++++ Source records ++++

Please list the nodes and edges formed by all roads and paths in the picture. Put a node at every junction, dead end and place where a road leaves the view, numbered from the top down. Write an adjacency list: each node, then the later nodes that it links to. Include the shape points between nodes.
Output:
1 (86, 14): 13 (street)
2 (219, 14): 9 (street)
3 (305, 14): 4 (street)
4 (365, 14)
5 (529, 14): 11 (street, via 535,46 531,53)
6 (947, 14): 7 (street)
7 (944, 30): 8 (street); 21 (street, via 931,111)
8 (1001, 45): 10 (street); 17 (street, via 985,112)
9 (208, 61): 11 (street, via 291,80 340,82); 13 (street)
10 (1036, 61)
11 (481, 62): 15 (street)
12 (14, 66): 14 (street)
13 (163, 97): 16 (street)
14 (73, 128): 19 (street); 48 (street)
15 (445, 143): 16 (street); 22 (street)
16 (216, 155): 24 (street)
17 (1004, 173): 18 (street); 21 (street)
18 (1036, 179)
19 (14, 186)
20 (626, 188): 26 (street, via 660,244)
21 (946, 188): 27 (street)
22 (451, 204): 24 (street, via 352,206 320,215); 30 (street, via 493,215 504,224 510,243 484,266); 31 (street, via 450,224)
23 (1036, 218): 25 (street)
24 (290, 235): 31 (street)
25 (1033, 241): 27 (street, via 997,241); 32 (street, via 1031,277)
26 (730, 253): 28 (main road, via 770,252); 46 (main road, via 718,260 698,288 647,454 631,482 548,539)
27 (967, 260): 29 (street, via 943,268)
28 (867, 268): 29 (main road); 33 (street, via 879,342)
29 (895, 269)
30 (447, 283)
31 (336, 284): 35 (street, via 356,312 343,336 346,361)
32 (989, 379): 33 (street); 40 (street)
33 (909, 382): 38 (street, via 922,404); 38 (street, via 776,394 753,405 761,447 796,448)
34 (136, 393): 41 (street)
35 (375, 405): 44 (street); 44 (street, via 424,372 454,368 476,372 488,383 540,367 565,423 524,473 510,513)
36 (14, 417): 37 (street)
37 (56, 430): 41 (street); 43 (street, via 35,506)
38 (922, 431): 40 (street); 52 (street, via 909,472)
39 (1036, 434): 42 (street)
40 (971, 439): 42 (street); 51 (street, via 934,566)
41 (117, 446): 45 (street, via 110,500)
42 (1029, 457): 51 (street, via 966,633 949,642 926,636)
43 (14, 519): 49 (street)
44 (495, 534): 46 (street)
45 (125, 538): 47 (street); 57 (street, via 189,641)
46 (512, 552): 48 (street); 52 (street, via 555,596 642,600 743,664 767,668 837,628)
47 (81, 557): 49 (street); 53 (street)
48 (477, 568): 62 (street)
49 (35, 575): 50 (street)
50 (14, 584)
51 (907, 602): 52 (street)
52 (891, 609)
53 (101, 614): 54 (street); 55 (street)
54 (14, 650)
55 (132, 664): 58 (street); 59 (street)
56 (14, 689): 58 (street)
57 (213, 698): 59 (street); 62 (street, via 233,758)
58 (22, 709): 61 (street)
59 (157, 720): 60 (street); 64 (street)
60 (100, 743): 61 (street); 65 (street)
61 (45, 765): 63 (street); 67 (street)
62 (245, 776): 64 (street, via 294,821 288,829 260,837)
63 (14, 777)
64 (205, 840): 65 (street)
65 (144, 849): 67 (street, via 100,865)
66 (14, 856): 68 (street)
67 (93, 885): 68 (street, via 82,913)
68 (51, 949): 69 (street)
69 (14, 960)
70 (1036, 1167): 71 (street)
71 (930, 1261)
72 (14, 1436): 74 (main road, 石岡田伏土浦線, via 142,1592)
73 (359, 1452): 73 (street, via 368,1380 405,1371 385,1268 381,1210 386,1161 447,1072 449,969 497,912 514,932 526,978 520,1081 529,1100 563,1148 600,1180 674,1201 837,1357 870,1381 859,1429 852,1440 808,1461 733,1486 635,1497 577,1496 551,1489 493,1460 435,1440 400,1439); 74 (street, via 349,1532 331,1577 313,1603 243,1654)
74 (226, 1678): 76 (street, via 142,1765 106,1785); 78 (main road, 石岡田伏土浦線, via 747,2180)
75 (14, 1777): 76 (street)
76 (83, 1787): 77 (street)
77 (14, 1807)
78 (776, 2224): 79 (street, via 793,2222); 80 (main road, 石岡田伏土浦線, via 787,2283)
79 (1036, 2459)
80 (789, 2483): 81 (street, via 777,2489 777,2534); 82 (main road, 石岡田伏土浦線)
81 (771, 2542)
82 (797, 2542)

++++
++++ Source records ++++

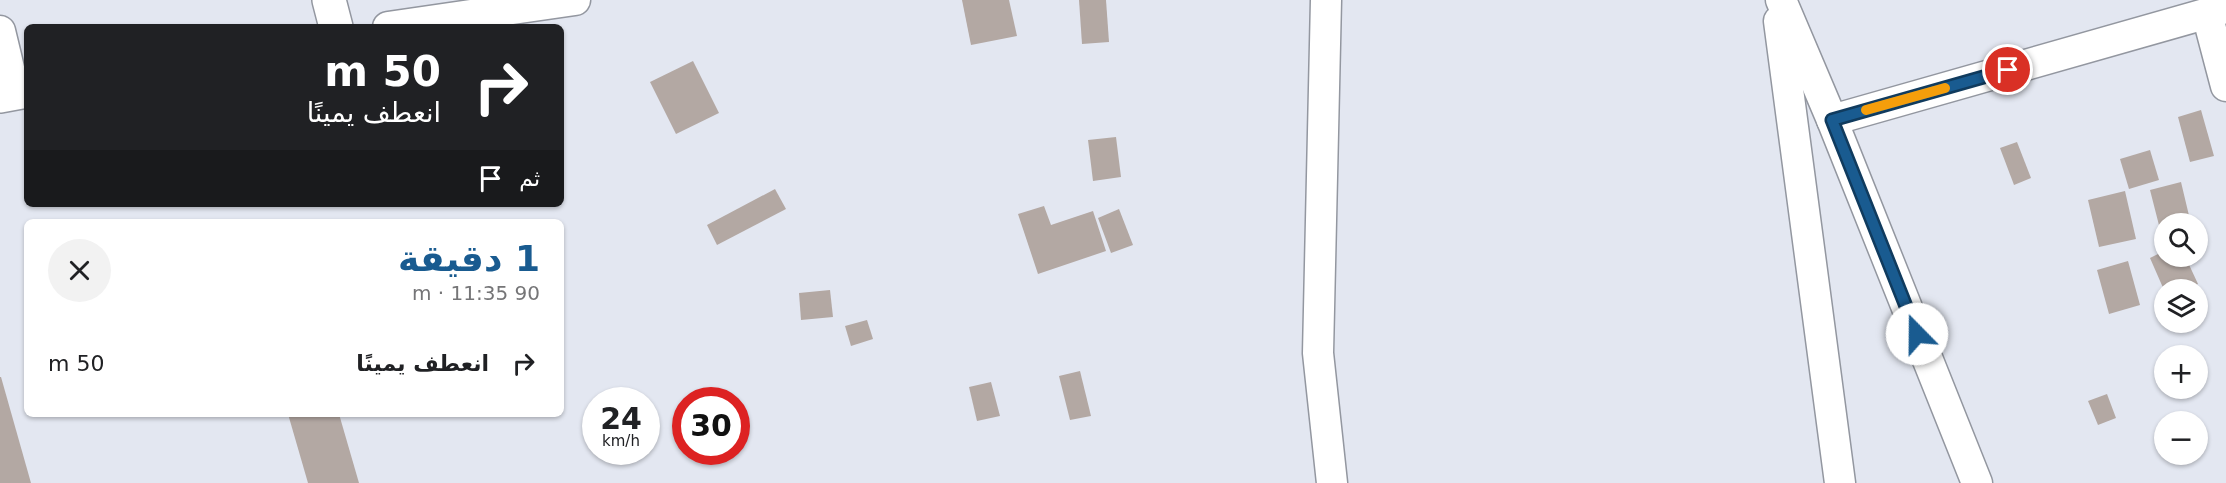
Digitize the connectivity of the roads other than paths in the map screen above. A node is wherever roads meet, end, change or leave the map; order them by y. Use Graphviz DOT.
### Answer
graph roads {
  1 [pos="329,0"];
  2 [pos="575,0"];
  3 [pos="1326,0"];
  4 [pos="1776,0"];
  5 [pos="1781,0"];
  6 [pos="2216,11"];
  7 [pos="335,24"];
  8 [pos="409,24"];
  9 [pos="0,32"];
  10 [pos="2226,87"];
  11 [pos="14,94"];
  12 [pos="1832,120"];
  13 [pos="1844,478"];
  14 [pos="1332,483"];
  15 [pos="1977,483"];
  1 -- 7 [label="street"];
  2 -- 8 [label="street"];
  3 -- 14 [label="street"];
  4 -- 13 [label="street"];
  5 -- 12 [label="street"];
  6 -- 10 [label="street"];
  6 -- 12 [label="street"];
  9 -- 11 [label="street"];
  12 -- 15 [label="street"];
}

++++
++++ Source records ++++

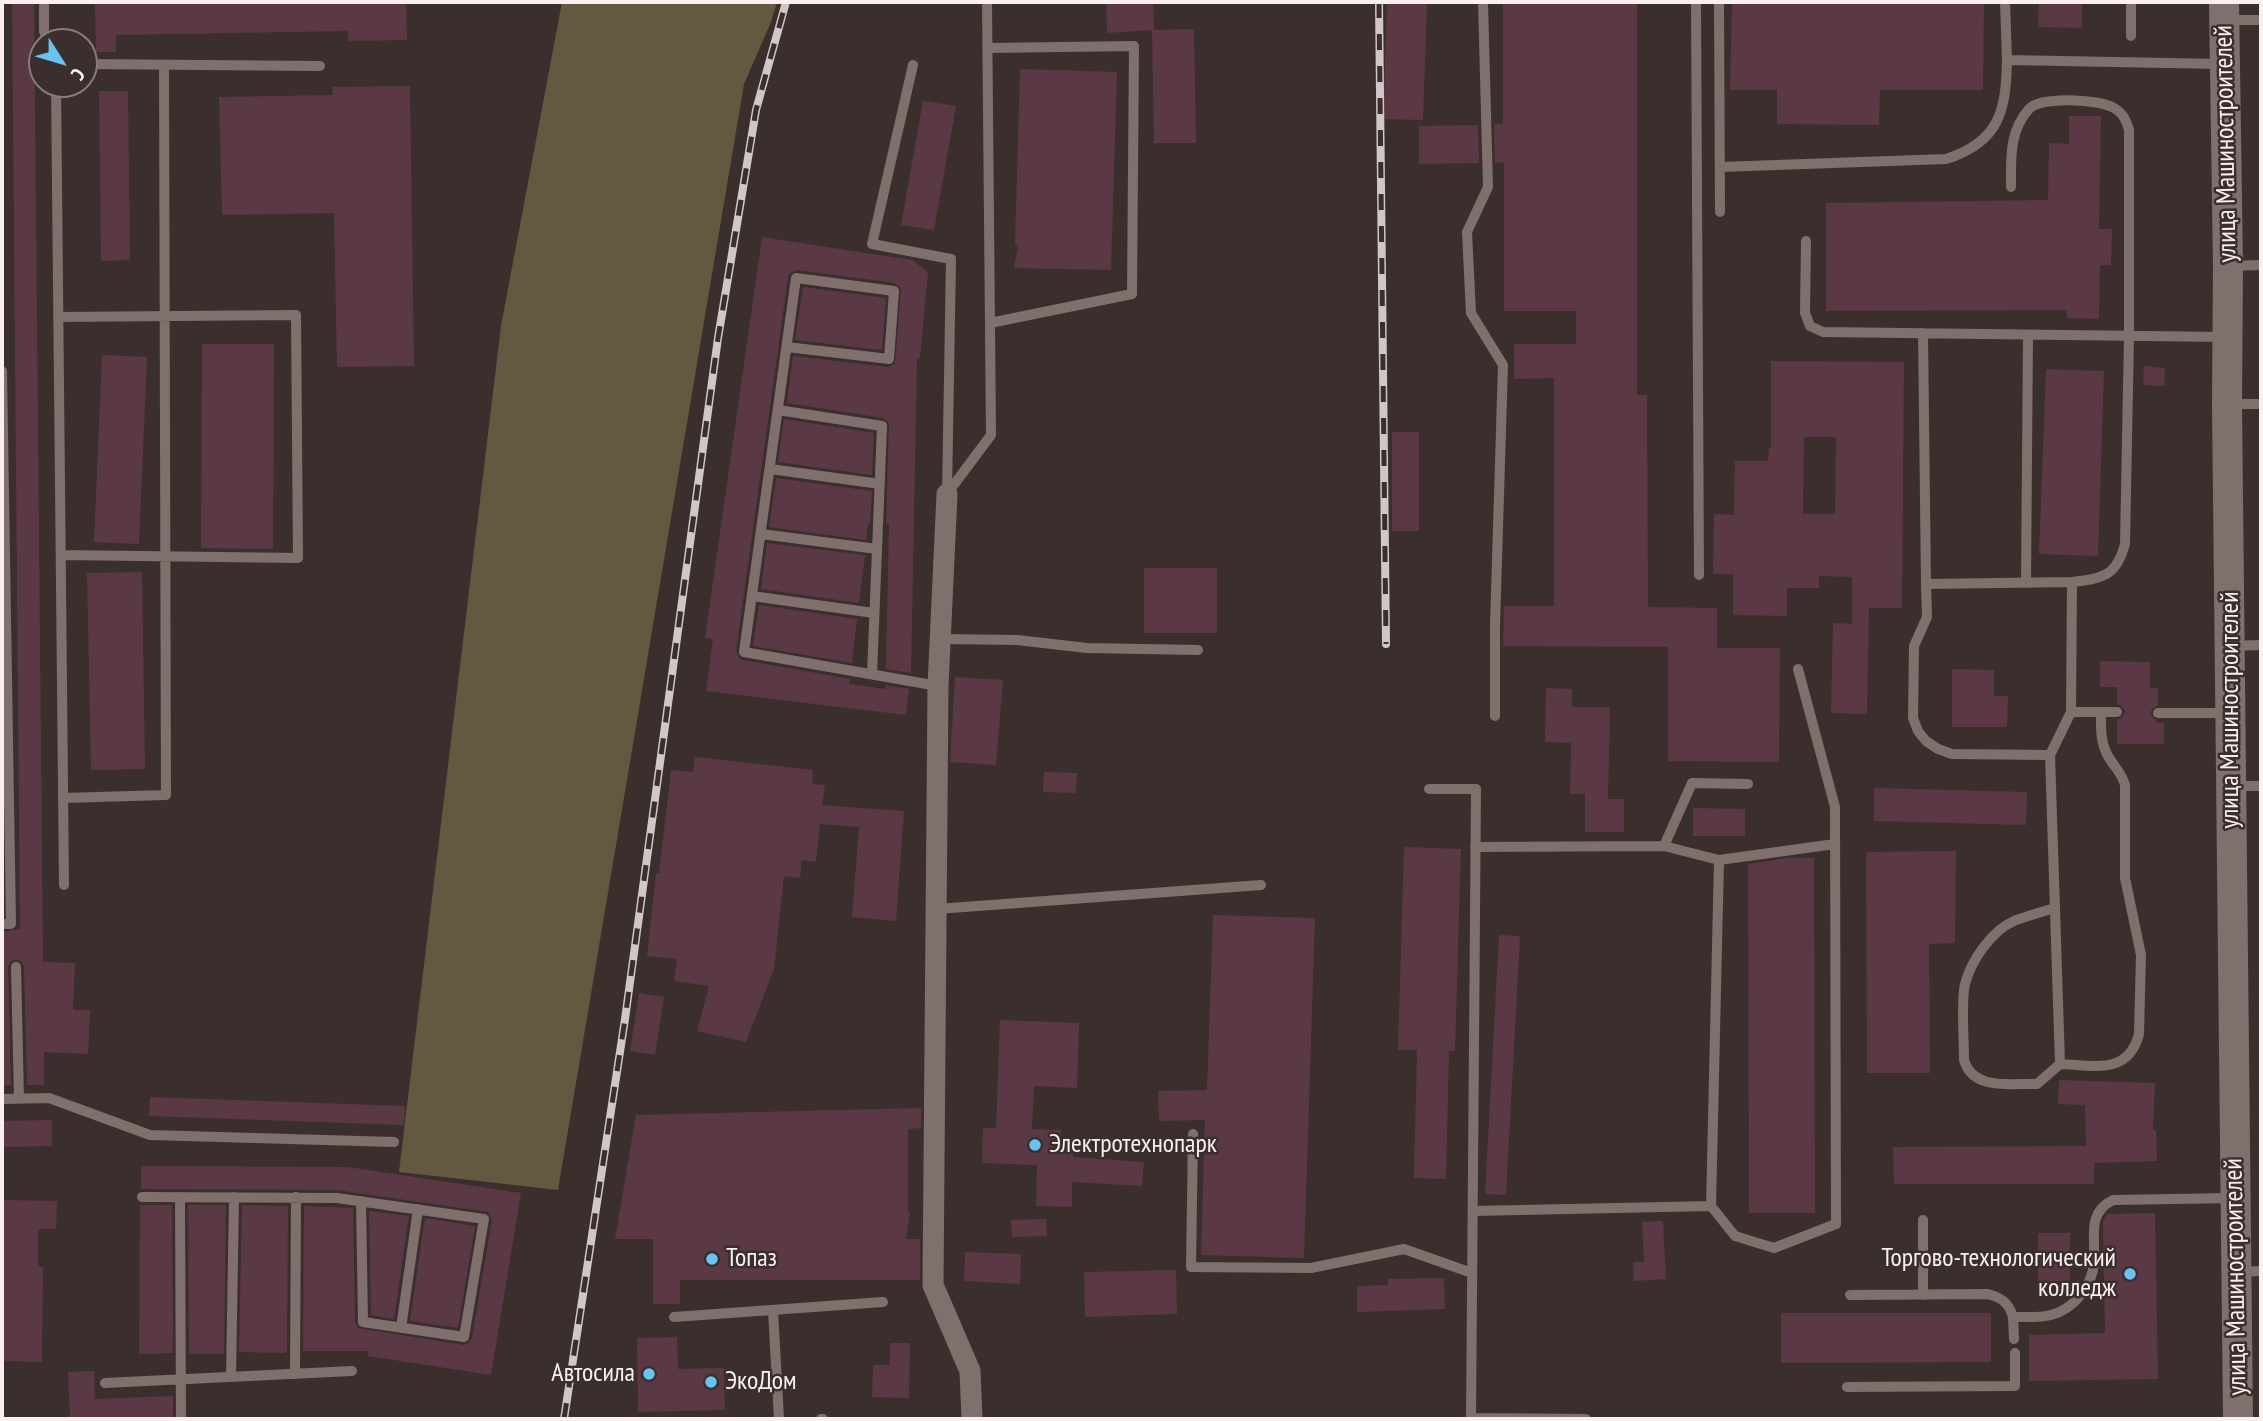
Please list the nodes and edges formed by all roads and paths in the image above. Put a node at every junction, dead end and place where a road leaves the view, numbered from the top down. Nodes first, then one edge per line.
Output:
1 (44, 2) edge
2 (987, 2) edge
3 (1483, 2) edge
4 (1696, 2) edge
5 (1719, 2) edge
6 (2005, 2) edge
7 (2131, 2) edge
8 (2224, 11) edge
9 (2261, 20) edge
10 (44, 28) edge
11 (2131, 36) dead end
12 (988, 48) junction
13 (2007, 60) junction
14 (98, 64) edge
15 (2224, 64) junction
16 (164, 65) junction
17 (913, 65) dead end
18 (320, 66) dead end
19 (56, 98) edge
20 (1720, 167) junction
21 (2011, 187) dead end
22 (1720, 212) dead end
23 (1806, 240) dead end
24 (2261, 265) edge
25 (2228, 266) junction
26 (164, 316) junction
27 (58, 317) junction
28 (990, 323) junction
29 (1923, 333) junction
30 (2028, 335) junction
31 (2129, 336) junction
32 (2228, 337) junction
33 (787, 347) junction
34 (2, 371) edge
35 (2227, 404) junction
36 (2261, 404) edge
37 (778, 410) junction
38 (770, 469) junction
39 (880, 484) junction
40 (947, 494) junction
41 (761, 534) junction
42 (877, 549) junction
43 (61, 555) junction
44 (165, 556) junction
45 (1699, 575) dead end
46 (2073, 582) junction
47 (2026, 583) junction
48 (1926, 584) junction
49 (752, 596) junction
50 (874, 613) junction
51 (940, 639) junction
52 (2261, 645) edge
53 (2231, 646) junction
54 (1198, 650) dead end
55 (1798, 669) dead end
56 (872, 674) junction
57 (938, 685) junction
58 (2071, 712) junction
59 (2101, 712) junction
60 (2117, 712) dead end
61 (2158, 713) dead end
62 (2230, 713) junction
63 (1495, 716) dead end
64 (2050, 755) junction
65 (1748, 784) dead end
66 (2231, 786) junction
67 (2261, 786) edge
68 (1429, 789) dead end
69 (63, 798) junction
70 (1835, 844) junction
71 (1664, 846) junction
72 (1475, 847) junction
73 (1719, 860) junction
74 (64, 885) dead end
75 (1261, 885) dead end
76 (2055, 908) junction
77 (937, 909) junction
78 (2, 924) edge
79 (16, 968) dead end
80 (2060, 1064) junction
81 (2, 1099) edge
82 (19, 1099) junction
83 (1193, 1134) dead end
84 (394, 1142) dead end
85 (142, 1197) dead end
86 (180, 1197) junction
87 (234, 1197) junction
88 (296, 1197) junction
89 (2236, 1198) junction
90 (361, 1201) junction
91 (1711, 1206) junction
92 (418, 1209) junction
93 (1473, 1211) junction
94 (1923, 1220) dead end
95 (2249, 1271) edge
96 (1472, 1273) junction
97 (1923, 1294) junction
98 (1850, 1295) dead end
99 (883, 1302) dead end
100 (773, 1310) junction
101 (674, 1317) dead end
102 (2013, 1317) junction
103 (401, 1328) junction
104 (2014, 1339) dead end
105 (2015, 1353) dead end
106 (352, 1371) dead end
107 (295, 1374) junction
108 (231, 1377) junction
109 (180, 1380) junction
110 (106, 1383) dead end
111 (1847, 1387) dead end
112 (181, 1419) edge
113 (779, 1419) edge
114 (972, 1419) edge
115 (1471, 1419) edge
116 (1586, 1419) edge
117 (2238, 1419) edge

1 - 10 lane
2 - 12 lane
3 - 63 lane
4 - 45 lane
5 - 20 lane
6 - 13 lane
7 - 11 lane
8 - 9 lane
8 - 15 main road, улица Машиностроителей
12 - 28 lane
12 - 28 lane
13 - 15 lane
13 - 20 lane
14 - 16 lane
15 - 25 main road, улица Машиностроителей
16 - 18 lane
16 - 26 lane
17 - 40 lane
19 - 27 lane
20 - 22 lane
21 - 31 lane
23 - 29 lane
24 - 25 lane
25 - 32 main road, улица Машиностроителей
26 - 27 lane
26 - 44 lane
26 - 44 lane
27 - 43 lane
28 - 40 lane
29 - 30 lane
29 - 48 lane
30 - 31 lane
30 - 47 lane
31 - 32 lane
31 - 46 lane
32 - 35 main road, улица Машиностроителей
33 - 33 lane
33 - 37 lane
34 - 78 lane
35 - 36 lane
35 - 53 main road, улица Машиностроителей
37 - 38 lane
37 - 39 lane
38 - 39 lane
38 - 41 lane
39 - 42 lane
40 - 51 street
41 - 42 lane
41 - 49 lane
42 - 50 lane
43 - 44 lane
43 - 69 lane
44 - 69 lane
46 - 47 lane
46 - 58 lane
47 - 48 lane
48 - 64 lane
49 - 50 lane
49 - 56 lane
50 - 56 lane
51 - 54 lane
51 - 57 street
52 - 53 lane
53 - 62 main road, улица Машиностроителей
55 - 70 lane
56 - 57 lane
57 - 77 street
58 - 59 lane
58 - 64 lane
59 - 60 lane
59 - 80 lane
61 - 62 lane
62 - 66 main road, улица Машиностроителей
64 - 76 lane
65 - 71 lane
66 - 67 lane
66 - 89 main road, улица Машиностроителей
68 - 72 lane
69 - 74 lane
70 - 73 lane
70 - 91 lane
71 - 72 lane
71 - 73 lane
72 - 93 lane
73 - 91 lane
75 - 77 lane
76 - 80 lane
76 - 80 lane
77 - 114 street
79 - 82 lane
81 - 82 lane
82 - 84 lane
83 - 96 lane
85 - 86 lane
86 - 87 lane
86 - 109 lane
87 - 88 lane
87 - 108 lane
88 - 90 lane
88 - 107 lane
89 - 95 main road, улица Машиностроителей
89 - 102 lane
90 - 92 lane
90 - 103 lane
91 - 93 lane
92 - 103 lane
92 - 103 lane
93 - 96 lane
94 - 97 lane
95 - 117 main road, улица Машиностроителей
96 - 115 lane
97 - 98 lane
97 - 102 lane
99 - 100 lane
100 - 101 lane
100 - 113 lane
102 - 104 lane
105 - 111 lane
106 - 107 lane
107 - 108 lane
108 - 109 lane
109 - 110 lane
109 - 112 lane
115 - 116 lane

++++

§ **Task description**: Nothing but the lines holding the word "formed" should be returned from the listing above.

§ **Solved exercise**:
Please list the nodes and edges formed by all roads and paths in the picture. Put a node at every junction, dead end and place where a road leaves the view, numbered from the top down. Write an adjacency list: each node, then the later nodes that it links to. Include the shape points between nodes.
Please list the nodes and edges formed by all roads and paths in the image above. Put a node at every junction, dead end and place where a road leaves the view, numbered from the top down. Nodes first, then one edge per line.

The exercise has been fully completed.